Muazzam tarihi ve kültürel geleneklere sahip bir ülke olan Türkiye, doğu lezzetleri ile batı klasiklerinin uyumlu bir kombinasyonunun muhteşem bir örneğidir. Mimari ve müzikte iki yön, resim ve heykel, Küçük Asya'nın uçsuz bucaksızlığında sadece barış içinde bir arada yaşamakla kalmaz, aynı zamanda Türkiye kültürü gibi bir fenomenin yaratılması yararına oldukça verimli bir şekilde işbirliği yapar.
Osmanlı kökleri
Edebiyat, kökleri çok eskilere dayanan ülke kültürünün en önemli alanlarından biridir. 13. yüzyılın sonunda, "/> içeren Türkçe yazılı eserlerin ilk örnekleri ortaya çıktı.
Camiler ve saraylar
Özel bir ihtişamla inşa edilen bu mimari yapılardı ve bu nedenle bu güne kadar oldukça iyi hayatta kaldılar. Türk mimarisinin üç dönemi, torunlarına inen ve Türk kültürünün gurur nesneleri haline gelen anıtlara hayranlık duymaya izin verir:
- XII-XIII yüzyıllar - Bina yapımında İran deneyimi ve gelenekleri ile karakterize edilen Selçuklu dönemi. Tarzın ahengi ve sadeliği, giriş kapılarını bitirme lüksü ile birleştirildi.
- XIV yüzyılda başlayan ve XIX yüzyıla kadar süren Osmanlı dönemi. Bizans mimarisinin etkisi ile karakterizedir ve o yılların yapımının en parlak örneği İstanbul Ayasofya Katedrali'dir. Formları farklı ülkelerden yüzlerce mimardan ilham alan, uluslararası öneme sahip bir anıt olarak kabul edilir.
- Yirminci yüzyılda başlayan ve bu güne kadar devam eden modern dönem.

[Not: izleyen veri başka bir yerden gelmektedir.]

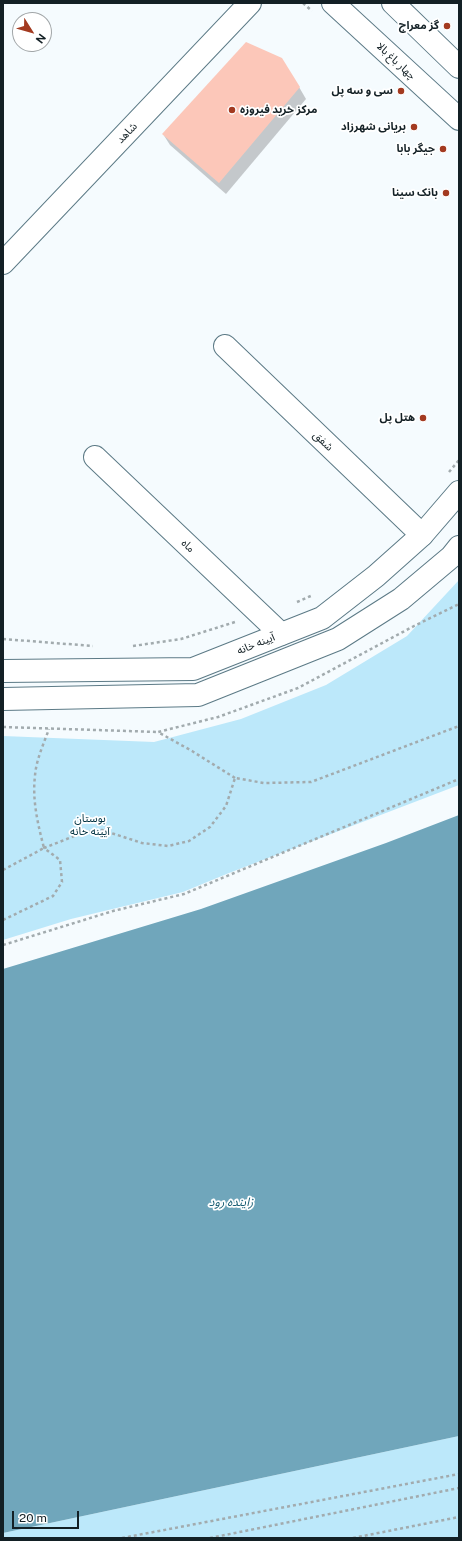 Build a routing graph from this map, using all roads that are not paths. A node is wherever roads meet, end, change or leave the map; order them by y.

Yeni stilin ana özellikleri basitlik ve yüksek işlevselliktir. Bu ilkelere göre Türkiye'de oteller ve devlet daireleri, müzeler ve konutlar inşa edilmektedir.
Türkiye'deki en iyi 28 turistik yer
Dindarlık ve sosyal hayat
Türkiye kültürü "/> altında doğdu ve gelişti.